# Building the hotdog / no hotdog classifier

Started on 13th June 2018. Let's see how far I get.

## Project flow:

1. Get training data manually: imagenet + google images search for 'hotdog'

2. Crop "manually" the google images and imagenet to have the same input dimensions

3. Train a first example

    * Write a writeup for presentations, blog posts, etc.
    
4. Refine the example: as per _Deep Learning with Python_, page 130. Data augmentation, pretrained network, finetuning (maybe two different blog posts?).

    * Write a writeup for presentations, blog posts, etc.

5. Automate the training data collection

    * Write a writeup for presentations, blog posts, etc.

6. Implement data augmentation

7. Play around with advanced concepts: Transfer learning, resizing like in fastai, test-time augmentation, stochastic GD with restarts...

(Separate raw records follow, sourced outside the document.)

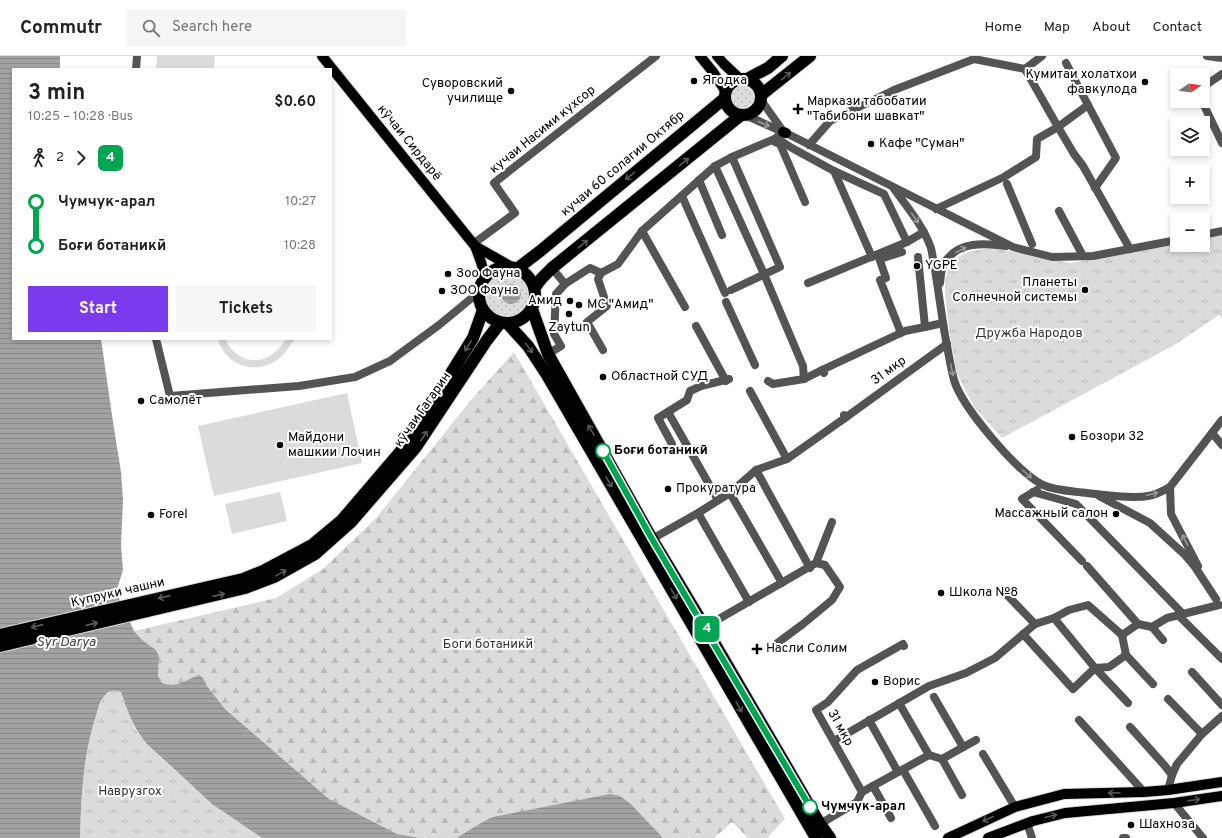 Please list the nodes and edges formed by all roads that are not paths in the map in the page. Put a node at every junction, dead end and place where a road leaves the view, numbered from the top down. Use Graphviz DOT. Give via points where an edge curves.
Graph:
graph roads {
  1 [pos="137,56"];
  2 [pos="656,56"];
  3 [pos="700,56"];
  4 [pos="717,56"];
  5 [pos="782,56"];
  6 [pos="810,56"];
  7 [pos="1042,56"];
  8 [pos="1207,56"];
  9 [pos="974,57"];
  10 [pos="327,58"];
  11 [pos="1222,58"];
  12 [pos="1066,63"];
  13 [pos="136,68"];
  14 [pos="1025,69"];
  15 [pos="1222,74"];
  16 [pos="744,79"];
  17 [pos="1210,82"];
  18 [pos="725,95"];
  19 [pos="761,98"];
  20 [pos="1088,105"];
  21 [pos="1205,108"];
  22 [pos="743,115"];
  23 [pos="1058,127"];
  24 [pos="780,136"];
  25 [pos="1222,143"];
  26 [pos="809,145"];
  27 [pos="732,157"];
  28 [pos="715,166"];
  29 [pos="834,171"];
  30 [pos="699,180"];
  31 [pos="1007,184"];
  32 [pos="892,187"];
  33 [pos="1095,188"];
  34 [pos="682,196"];
  35 [pos="806,202"];
  36 [pos="936,209"];
  37 [pos="1059,211"];
  38 [pos="642,231"];
  39 [pos="1222,231"];
  40 [pos="924,232"];
  41 [pos="1210,234"];
  42 [pos="722,235"];
  43 [pos="1170,241"];
  44 [pos="907,242"];
  45 [pos="1032,244"];
  46 [pos="474,245"];
  47 [pos="1012,247"];
  48 [pos="1130,249"];
  49 [pos="902,252"];
  50 [pos="1083,256"];
  51 [pos="877,257"];
  52 [pos="918,257"];
  53 [pos="514,267"];
  54 [pos="552,268"];
  55 [pos="601,273"];
  56 [pos="764,274"];
  57 [pos="485,277"];
  58 [pos="808,283"];
  59 [pos="565,284"];
  60 [pos="535,287"];
  61 [pos="479,292"];
  62 [pos="938,294"];
  63 [pos="685,307"];
  64 [pos="532,309"];
  65 [pos="483,310"];
  66 [pos="730,311"];
  67 [pos="504,323"];
  68 [pos="943,324"];
  69 [pos="696,326"];
  70 [pos="925,327"];
  71 [pos="901,333"];
  72 [pos="156,340"];
  73 [pos="947,344"];
  74 [pos="603,350"];
  75 [pos="548,354"];
  76 [pos="755,365"];
  77 [pos="804,379"];
  78 [pos="768,381"];
  79 [pos="750,391"];
  80 [pos="668,412"];
  81 [pos="1222,420"];
  82 [pos="1212,433"];
  83 [pos="672,444"];
  84 [pos="1222,445"];
  85 [pos="787,459"];
  86 [pos="756,470"];
  87 [pos="1044,486"];
  88 [pos="1170,488"];
  89 [pos="1033,492"];
  90 [pos="730,493"];
  91 [pos="1095,494"];
  92 [pos="718,500"];
  93 [pos="698,513"];
  94 [pos="832,522"];
  95 [pos="652,539"];
  96 [pos="813,566"];
  97 [pos="782,583"];
  98 [pos="244,584"];
  99 [pos="1008,596"];
  100 [pos="750,602"];
  101 [pos="1220,603"];
  102 [pos="1181,614"];
  103 [pos="1054,618"];
  104 [pos="1035,624"];
  105 [pos="1138,624"];
  106 [pos="705,627"];
  107 [pos="1152,627"];
  108 [pos="1023,634"];
  109 [pos="0,635"];
  110 [pos="1122,635"];
  111 [pos="1163,640"];
  112 [pos="776,644"];
  113 [pos="903,645"];
  114 [pos="0,646"];
  115 [pos="1126,655"];
  116 [pos="1222,659"];
  117 [pos="1095,668"];
  118 [pos="1192,672"];
  119 [pos="1153,684"];
  120 [pos="934,697"];
  121 [pos="1168,699"];
  122 [pos="899,703"];
  123 [pos="1128,703"];
  124 [pos="1222,704"];
  125 [pos="1222,716"];
  126 [pos="869,720"];
  127 [pos="1079,720"];
  128 [pos="1130,728"];
  129 [pos="1202,734"];
  130 [pos="976,740"];
  131 [pos="834,741"];
  132 [pos="963,747"];
  133 [pos="983,754"];
  134 [pos="929,755"];
  135 [pos="942,759"];
  136 [pos="900,771"];
  137 [pos="1172,775"];
  138 [pos="1222,782"];
  139 [pos="873,786"];
  140 [pos="1168,790"];
  141 [pos="862,792"];
  142 [pos="1144,792"];
  143 [pos="962,795"];
  144 [pos="1222,796"];
  145 [pos="1174,803"];
  146 [pos="1015,807"];
  147 [pos="892,818"];
  148 [pos="1027,823"];
  149 [pos="820,824"];
  150 [pos="935,826"];
  151 [pos="816,838"];
  152 [pos="830,838"];
  153 [pos="948,838"];
  154 [pos="988,838"];
  155 [pos="1032,838"];
  156 [pos="1122,838"];
  157 [pos="1126,838"];
  158 [pos="1203,838"];
  1 -- 13 [label="street"];
  2 -- 46 [label="street, кучаи Насими кухсор" via="494,183 515,212"];
  3 -- 18 [label="main road" via="713,72"];
  4 -- 16 [label="main road"];
  5 -- 16 [label="highway" via="768,68"];
  19 -- 6 [label="highway, one-way"];
  7 -- 14 [label="street"];
  8 -- 11 [label="street"];
  9 -- 14 [label="street"];
  9 -- 26 [label="street" via="830,120"];
  10 -- 46 [label="main road, кӯчаи Сирдарё"];
  12 -- 20 [label="street"];
  14 -- 23 [label="street"];
  15 -- 17 [label="street"];
  16 -- 18 [label="highway" via="731,83"];
  16 -- 19 [label="highway" via="756,85"];
  18 -- 22 [label="highway" via="728,107 736,114"];
  18 -- 53 [label="highway, кучаи 60 солагии Октябр, one-way" via="539,252"];
  19 -- 22 [label="highway" via="759,106 751,114"];
  19 -- 24 [label="street"];
  20 -- 23 [label="street"];
  20 -- 33 [label="street" via="1116,158"];
  21 -- 25 [label="street"];
  22 -- 24 [label="street, one-way"];
  54 -- 22 [label="highway, one-way"];
  23 -- 33 [label="street"];
  23 -- 36 [label="street" via="1037,139 1036,157 1004,176"];
  24 -- 26 [label="street"];
  24 -- 27 [label="street"];
  24 -- 29 [label="street" via="792,148"];
  24 -- 35 [label="street" via="780,144"];
  26 -- 32 [label="street"];
  27 -- 28 [label="street"];
  27 -- 56 [label="street" via="780,267"];
  28 -- 30 [label="street"];
  28 -- 56 [label="street"];
  29 -- 44 [label="street" via="884,194"];
  29 -- 51 [label="street"];
  30 -- 34 [label="street"];
  30 -- 42 [label="street"];
  31 -- 45 [label="street"];
  32 -- 36 [label="street"];
  32 -- 40 [label="street, one-way"];
  33 -- 48 [label="street"];
  34 -- 38 [label="street"];
  34 -- 56 [label="street" via="728,292"];
  36 -- 47 [label="street"];
  37 -- 50 [label="street"];
  38 -- 55 [label="street" via="618,264"];
  38 -- 63 [label="street"];
  39 -- 41 [label="street"];
  40 -- 44 [label="street"];
  40 -- 62 [label="street" via="931,248"];
  43 -- 48 [label="street"];
  44 -- 51 [label="street"];
  46 -- 53 [label="main road"];
  46 -- 57 [label="main road"];
  47 -- 50 [label="street" via="1052,257"];
  62 -- 47 [label="street, one-way" via="945,262 962,248 986,244"];
  48 -- 50 [label="street"];
  49 -- 51 [label="street"];
  51 -- 58 [label="street"];
  51 -- 71 [label="street" via="886,278 880,280"];
  52 -- 70 [label="street"];
  53 -- 57 [label="highway" via="501,267"];
  53 -- 60 [label="highway" via="528,276"];
  54 -- 59 [label="street"];
  54 -- 60 [label="highway"];
  55 -- 59 [label="street" via="590,268"];
  55 -- 74 [label="street" via="598,279 607,306 587,322"];
  56 -- 77 [label="street" via="803,366"];
  57 -- 61 [label="highway"];
  59 -- 75 [label="street" via="556,294 554,334 561,346"];
  60 -- 64 [label="highway" via="535,302"];
  61 -- 65 [label="highway"];
  61 -- 72 [label="street" via="390,361 356,377 299,386 170,396"];
  62 -- 68 [label="street"];
  64 -- 67 [label="highway" via="522,319"];
  64 -- 75 [label="highway"];
  65 -- 67 [label="highway" via="494,320"];
  65 -- 98 [label="highway, кӯчаи Гагарин, one-way" via="473,338 408,444 342,520 312,545"];
  66 -- 76 [label="street" via="726,302"];
  98 -- 67 [label="highway, кӯчаи Гагарин, one-way" via="274,577 315,554 351,522 416,447 487,340"];
  67 -- 151 [label="highway, one-way" via="528,346 547,375"];
  68 -- 70 [label="street"];
  68 -- 73 [label="street"];
  69 -- 80 [label="street" via="728,380 690,391 687,400"];
  70 -- 71 [label="street"];
  71 -- 77 [label="street"];
  73 -- 85 [label="street, 31 мкр"];
  73 -- 87 [label="street, one-way" via="954,382 972,413 1009,457"];
  95 -- 75 [label="highway, one-way"];
  77 -- 78 [label="street" via="773,384"];
  79 -- 85 [label="street"];
  80 -- 83 [label="street" via="658,418"];
  80 -- 92 [label="street"];
  81 -- 82 [label="street"];
  82 -- 84 [label="street"];
  82 -- 88 [label="street"];
  85 -- 86 [label="street, 31 мкр"];
  86 -- 90 [label="street, 31 мкр"];
  86 -- 96 [label="street"];
  87 -- 89 [label="street"];
  87 -- 91 [label="street"];
  91 -- 88 [label="street, one-way" via="1138,497"];
  101 -- 88 [label="street, one-way" via="1171,514"];
  89 -- 102 [label="street" via="1076,504"];
  89 -- 105 [label="street" via="1022,498"];
  90 -- 92 [label="street, 31 мкр"];
  90 -- 97 [label="street"];
  91 -- 101 [label="street" via="1150,524 1184,554"];
  92 -- 93 [label="street, 31 мкр"];
  93 -- 95 [label="street, 31 мкр"];
  93 -- 100 [label="street"];
  94 -- 96 [label="street"];
  95 -- 106 [label="highway"];
  96 -- 97 [label="street"];
  96 -- 112 [label="street" via="825,565 840,587 832,600"];
  97 -- 100 [label="street"];
  98 -- 109 [label="highway, Купруки чашни, one-way"];
  114 -- 98 [label="highway, one-way"];
  99 -- 104 [label="street"];
  100 -- 106 [label="street"];
  101 -- 102 [label="street"];
  102 -- 107 [label="street" via="1167,618"];
  102 -- 116 [label="street"];
  103 -- 104 [label="street"];
  103 -- 110 [label="street" via="1069,610 1088,605"];
  103 -- 117 [label="street"];
  104 -- 108 [label="street"];
  105 -- 107 [label="street"];
  105 -- 110 [label="street"];
  106 -- 149 [label="highway"];
  107 -- 111 [label="street"];
  108 -- 117 [label="street" via="1073,689"];
  108 -- 122 [label="street" via="995,658 966,673 929,686"];
  110 -- 115 [label="street"];
  113 -- 131 [label="street, 31 мкр" via="858,670 828,702 816,710"];
  115 -- 117 [label="street" via="1109,667"];
  115 -- 119 [label="street"];
  117 -- 123 [label="street"];
  118 -- 124 [label="street"];
  120 -- 132 [label="street"];
  121 -- 129 [label="street"];
  122 -- 126 [label="street"];
  122 -- 134 [label="street"];
  125 -- 129 [label="street"];
  126 -- 131 [label="street"];
  126 -- 136 [label="street"];
  127 -- 142 [label="street"];
  128 -- 137 [label="street"];
  129 -- 137 [label="street" via="1177,764"];
  130 -- 132 [label="street"];
  131 -- 141 [label="street, 31 мкр"];
  132 -- 135 [label="street"];
  133 -- 146 [label="street"];
  134 -- 135 [label="street"];
  134 -- 136 [label="street"];
  135 -- 143 [label="street"];
  136 -- 139 [label="street"];
  136 -- 150 [label="street"];
  137 -- 140 [label="street"];
  138 -- 140 [label="main road"];
  139 -- 141 [label="street"];
  139 -- 147 [label="street"];
  140 -- 142 [label="main road"];
  141 -- 149 [label="street" via="857,802"];
  142 -- 146 [label="main road, one-way" via="1064,794"];
  145 -- 144 [label="main road, one-way"];
  148 -- 145 [label="main road, one-way" via="1065,813"];
  145 -- 158 [label="street"];
  146 -- 153 [label="main road, one-way"];
  148 -- 154 [label="main road"];
  148 -- 155 [label="street"];
  149 -- 152 [label="highway"];
  156 -- 157 [label="street"];
}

    * Write a writeup for presentations, blog posts, etc.

8. Port the thing to [Android]?

[Android]: https://medium.com/joytunes/deploying-a-tensorflow-model-to-android-69d04d1b0cba

### List of blog posts to write

In no particular order

* Training data collection: ImageNet

* Splitting into train, validation and test set

* First approximation, overfitting,  data augmentation

* Dropout to combat overfitting.

* Transfer learning: Using a pretrained network, then training the last layer, then unfreezing and training all layers with a small learning rate.

* Confusion matrix? where?

* Cross validation?

* Prototyping your model locally with a small subset of images then training it in the cloud (?). Paperspace?

* Porting a learned model to mobile (?), and how to minimize disk memory and usage by quantizing the model.

# Retales

### downloading the images from Python

In [41]:
base_dir = 'data'

train_dir = os.path.join(base_dir, 'train')
validation_dir = os.path.join(base_dir, 'validation')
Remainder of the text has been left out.